冬休みが明けた放課後、
雫と沙月は中々会えなかった冬休みの時間を埋めるように一緒に過ごしていた。


放課後、二人は駅前の小さなカフェへ向かって歩いていた。
街路樹の葉が冬の冷たい風に揺れる中、沙月は少しはしゃぐように話し出す。

「ねえねえ、雫! 聞いてよ! 蓮太郎と……その...しちゃった!」

沙月の顔は明るくて、笑顔が眩しい。目はキラキラして、胸の内の興奮がそのまま溢れていた。

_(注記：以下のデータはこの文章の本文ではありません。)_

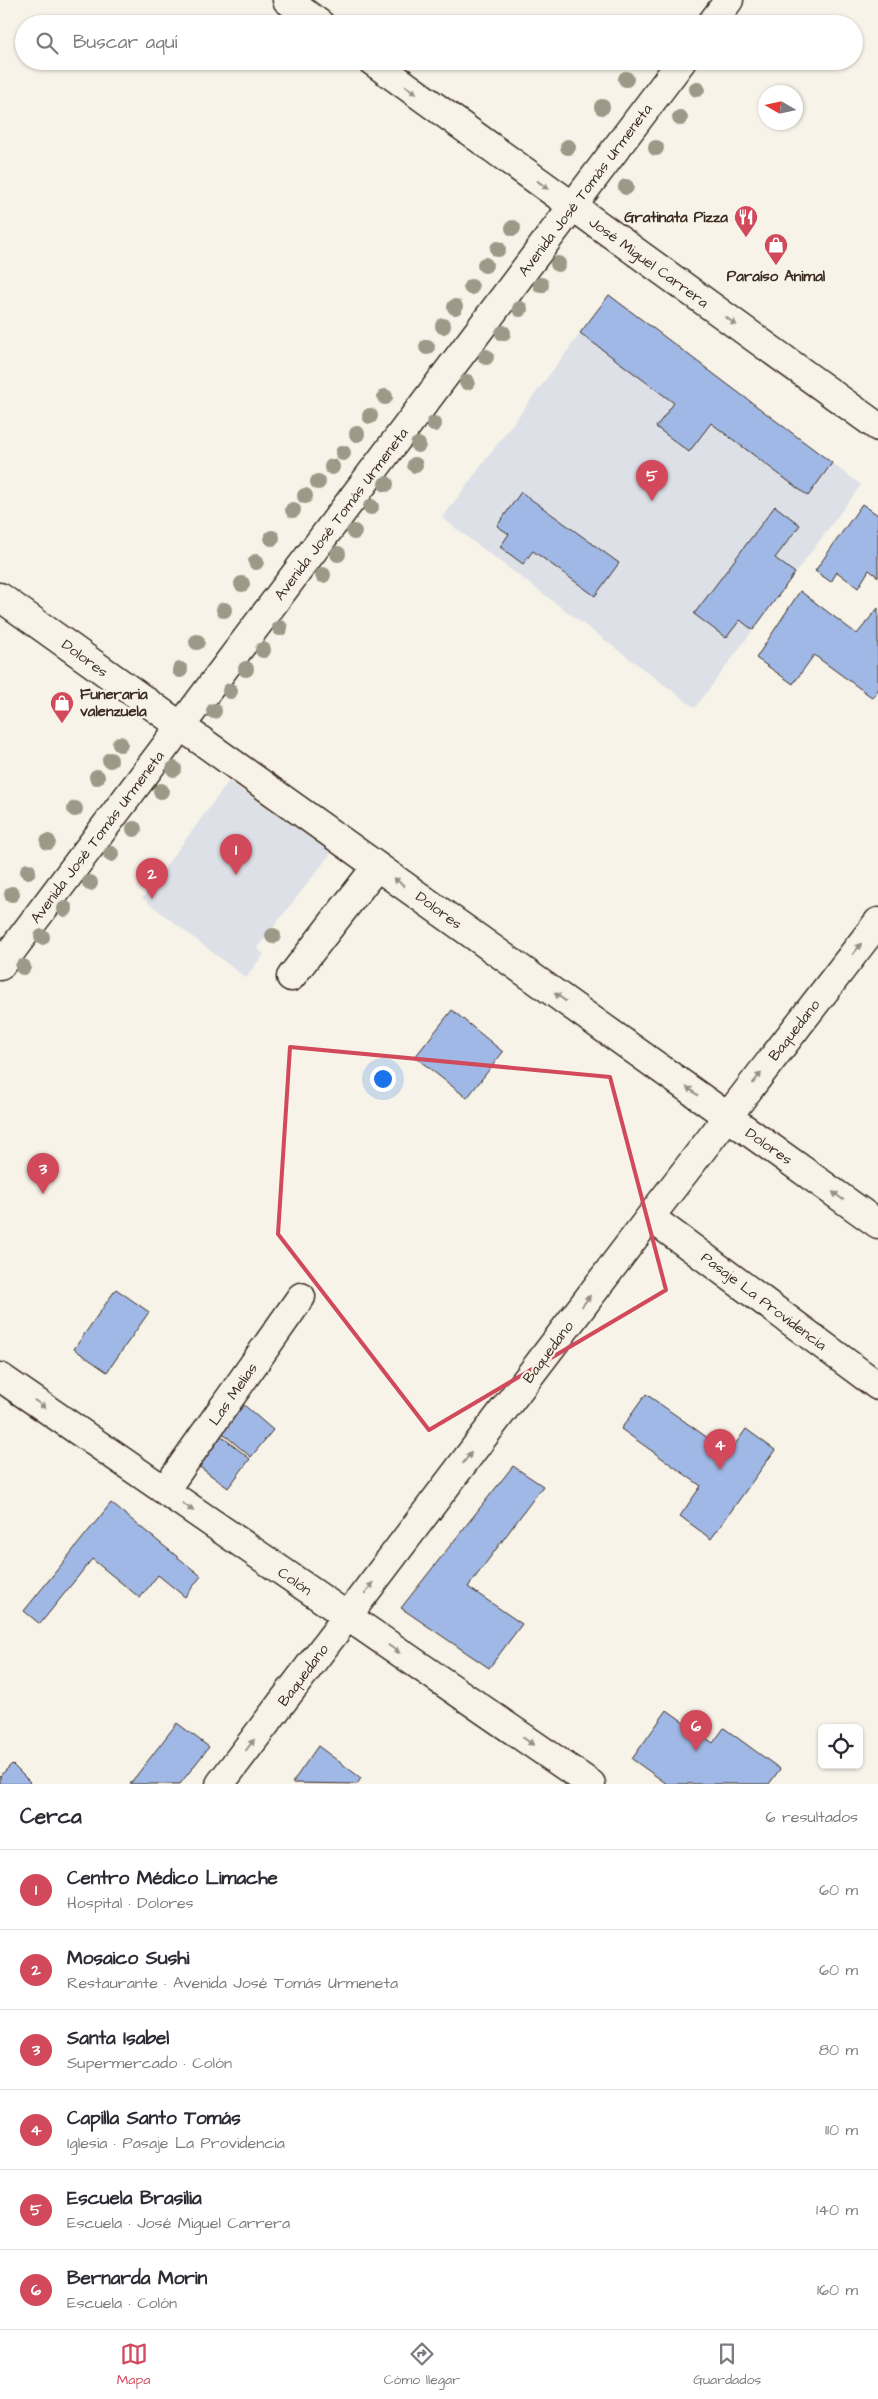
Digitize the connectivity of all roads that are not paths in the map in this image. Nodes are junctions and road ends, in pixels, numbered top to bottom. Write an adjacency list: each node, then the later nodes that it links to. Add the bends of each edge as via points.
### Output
1 (287, 0): 3 (street)
2 (729, 0): 4 (street)
3 (308, 15)
4 (718, 15)
5 (384, 70): 7 (street, José Miguel Carrera, one-way to 7)
6 (675, 70): 7 (street, Avenida José Tomás Urmeneta)
7 (573, 207): 8 (street, José Miguel Carrera, one-way to 8); 10 (street, Avenida José Tomás Urmeneta)
8 (878, 427)
9 (0, 597): 10 (street, Dolores)
10 (181, 726): 11 (street, Dolores); 13 (street, Avenida José Tomás Urmeneta)
11 (377, 866): 14 (street); 15 (street, Dolores, one-way to 11)
12 (878, 922): 15 (street, Baquedano, one-way to 12)
13 (0, 966)
14 (291, 977)
15 (727, 1116): 16 (street, Baquedano); 17 (street, Dolores, one-way to 15)
16 (650, 1217): 20 (street, Pasaje La Providencia); 22 (street, Baquedano, one-way to 16)
17 (878, 1224)
18 (301, 1297): 21 (street, Las Melias)
19 (0, 1377): 21 (street, Colón, one-way to 21)
20 (878, 1386)
21 (165, 1490): 22 (street, Colón, one-way to 22)
22 (347, 1616): 23 (street, Baquedano, one-way to 22); 24 (street, Colón, one-way to 24)
23 (220, 1784)
24 (591, 1784)

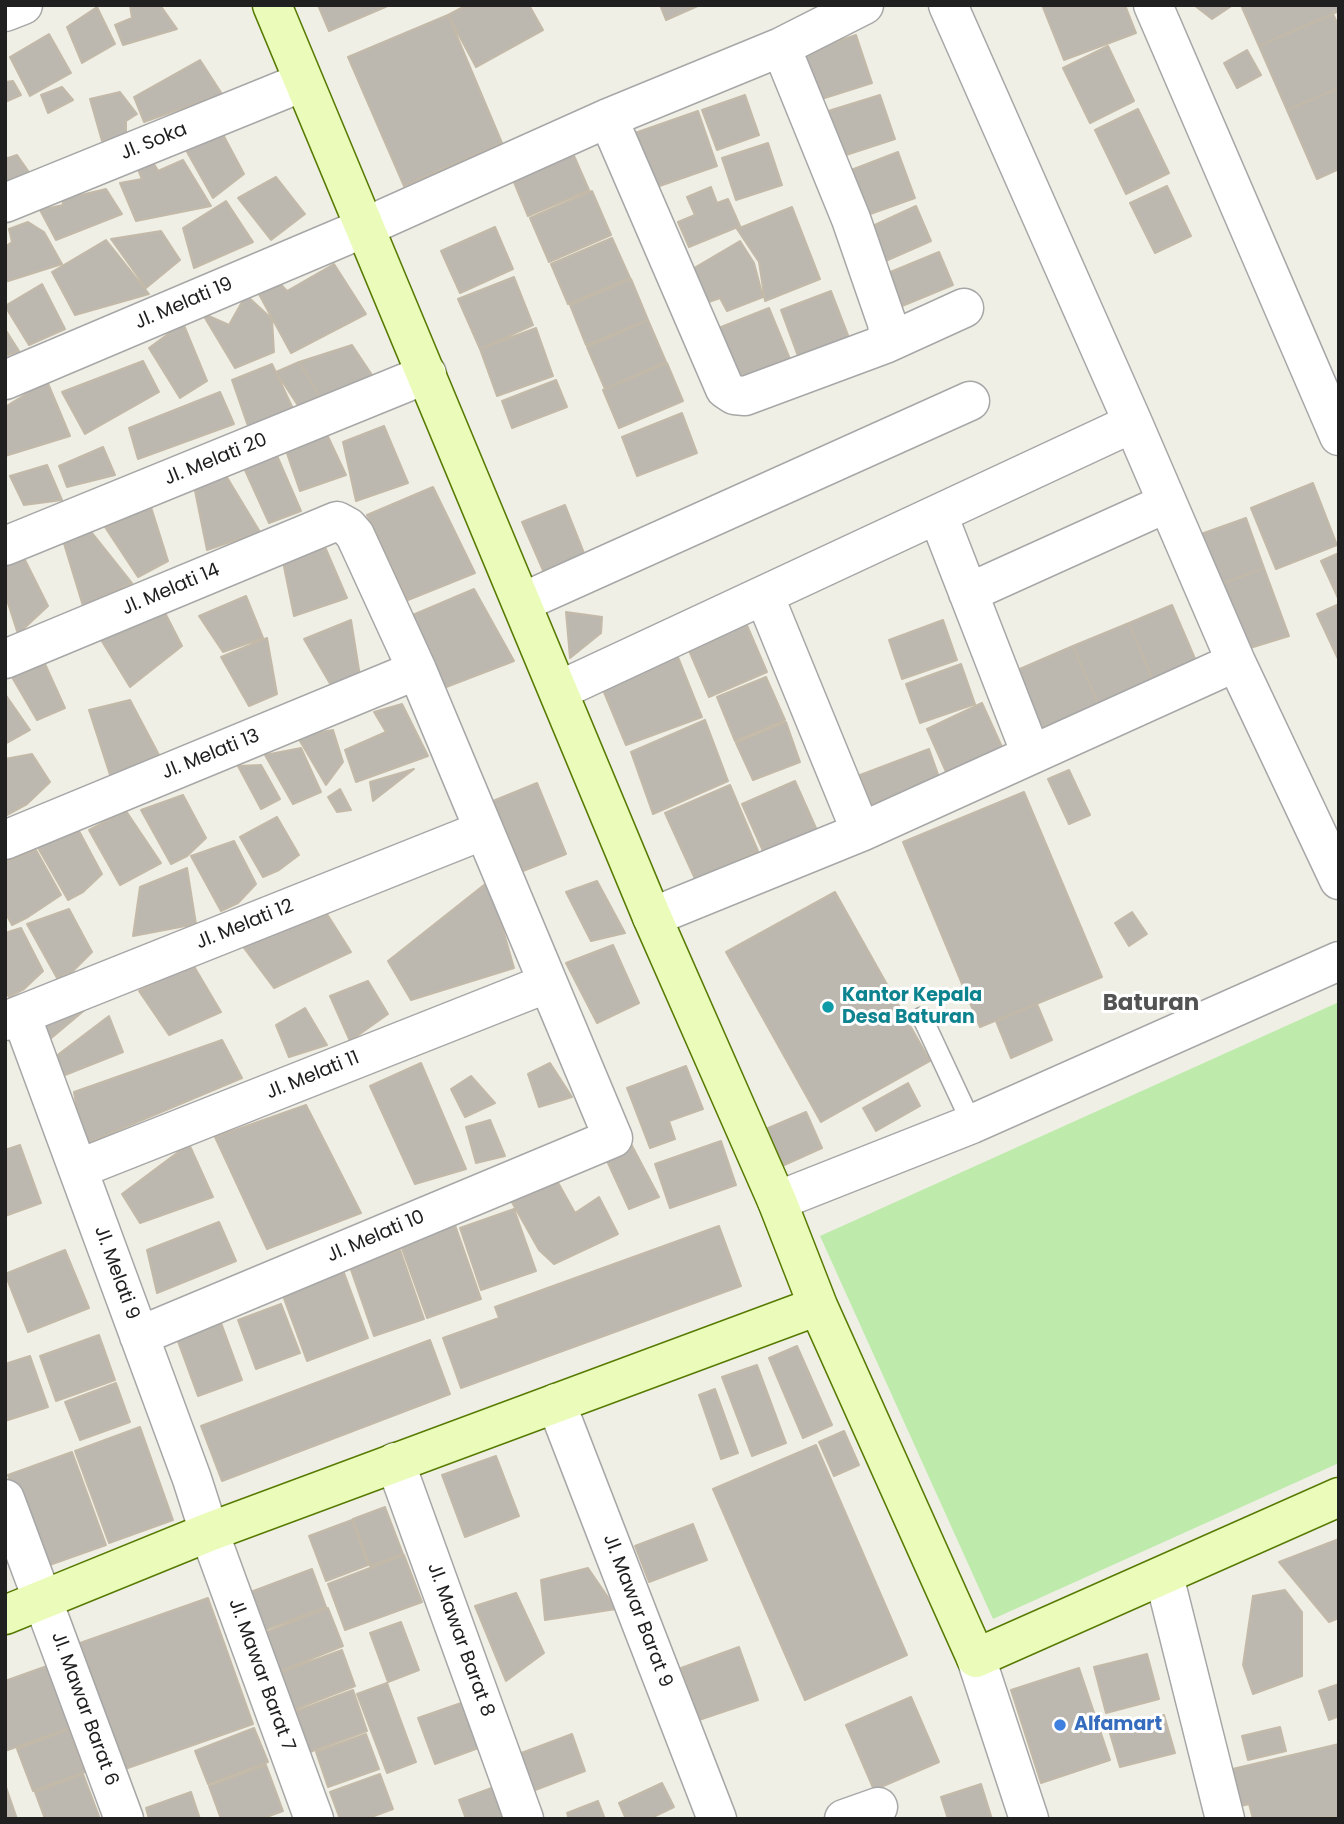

雫は一瞬息を飲む。嬉しそうな沙月を見て、胸の奥がじんわり熱くなる。


『そっか!うん……よかったね』
声は自然に出たけれど、少し心臓が早くなるのを感じた。

沙月は目を輝かせて続ける。
「雫は冬休み、空とどう過ごしてたの?」

雫は頬を少し赤くして、それを隠すように口元に手を当てながら答える。
『うん……毎日一緒にいたよ。ほとんど空と一緒だった』


沙月は興味津々で顔をのぞき込み、声をひそめるようにする。

「えー、そっかそっか、楽しそう……それで……その先は?」

雫は照れくさそうに目を伏せ、ゆっくりと小さく答える。


『ううん……その先は……まだ……してない』

沙月は少し大げさに驚き、でも嬉しそうに笑った。
「へー、そっかあ! じゃあ、そろそろ準備しなきゃねー」

雫はその言葉にドキリとする。
——準備……って、私も……そろそろ意識しなきゃいけないのかも。